The State Fossil of Tennessee
Pterotrigonia thoracica
Phyium Mollusca
Class Pelecypoda
Coon Creek Formation
McNairy County, Tennessee
70 million years ago



Pterotrigonia (Scabrotrigonia) thoracica (nicknamed “Ptero”) was a Cretaceous bivalve found in the Coon Creek Formation of West Tennessee. It was a wedge shaped, shallow-burrowing suspension feeder that inhabited the marine clayey sand ocean floor that was West Tennessee 70 million years ago. Shells of “Ptero” are preserved unaltered in great abundance and are easily recognized by collectors. The associated ocean floor inhabitants were diverse and included other bivalves, snails, squid-like animals, worms, sponges, corals, crustaceans, sharks, fish, turtles, and marine reptiles. “Ptero” now is extinct.
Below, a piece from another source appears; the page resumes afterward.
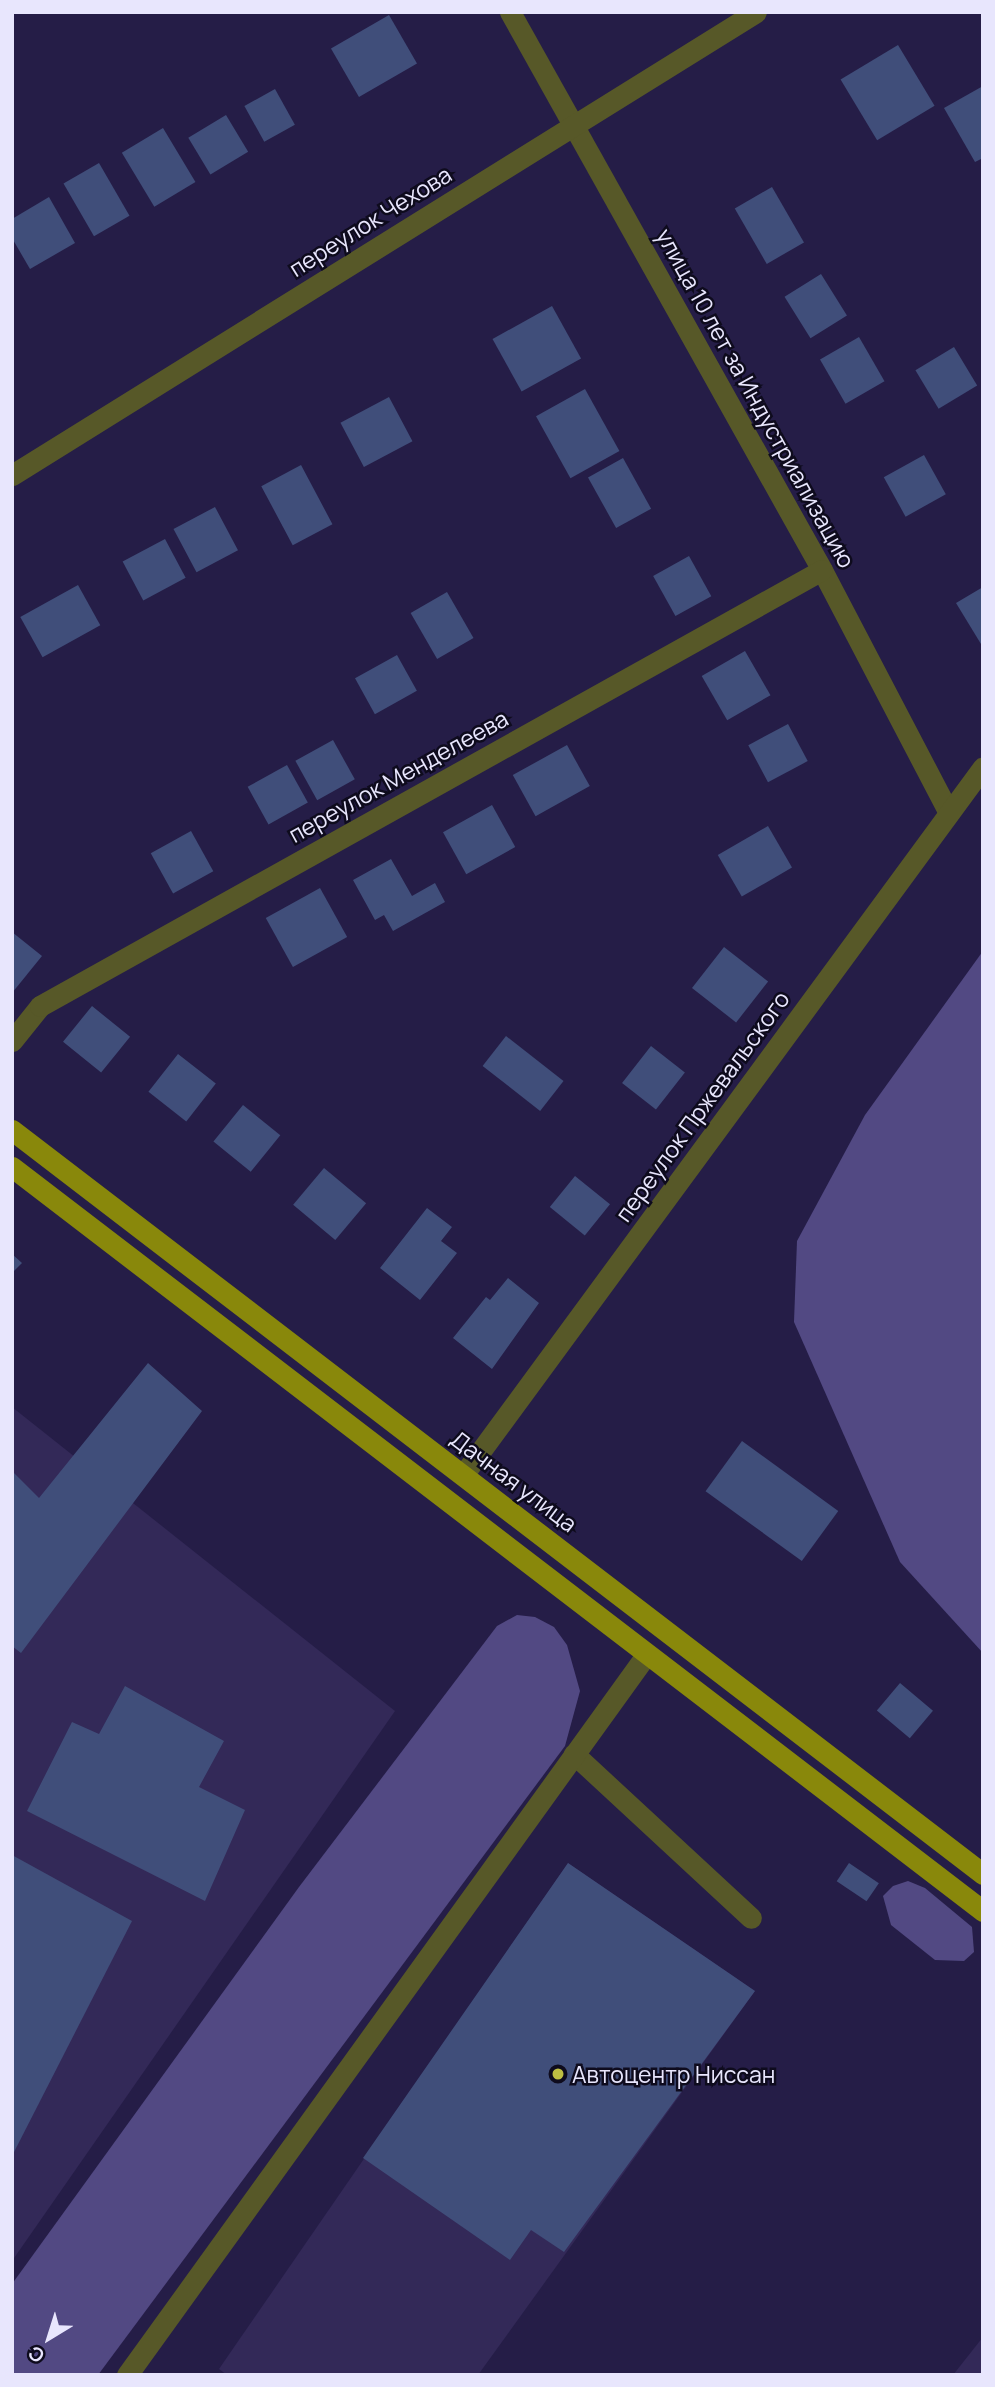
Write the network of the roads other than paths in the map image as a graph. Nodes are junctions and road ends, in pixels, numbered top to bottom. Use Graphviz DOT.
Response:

In fact, the extinction event that was responsible for the demise of the dinosaurs 65 million years ago may have contributed to the demise of Ptero (Scabrotrigonia) thoracica. Only the genus Neotrigonia, with five species, has survived to the present, and is found only in the Pacific Ocean, most commonly near New Zealand. This fossil is sitting on its matrix, the clay sediment of the sea floor.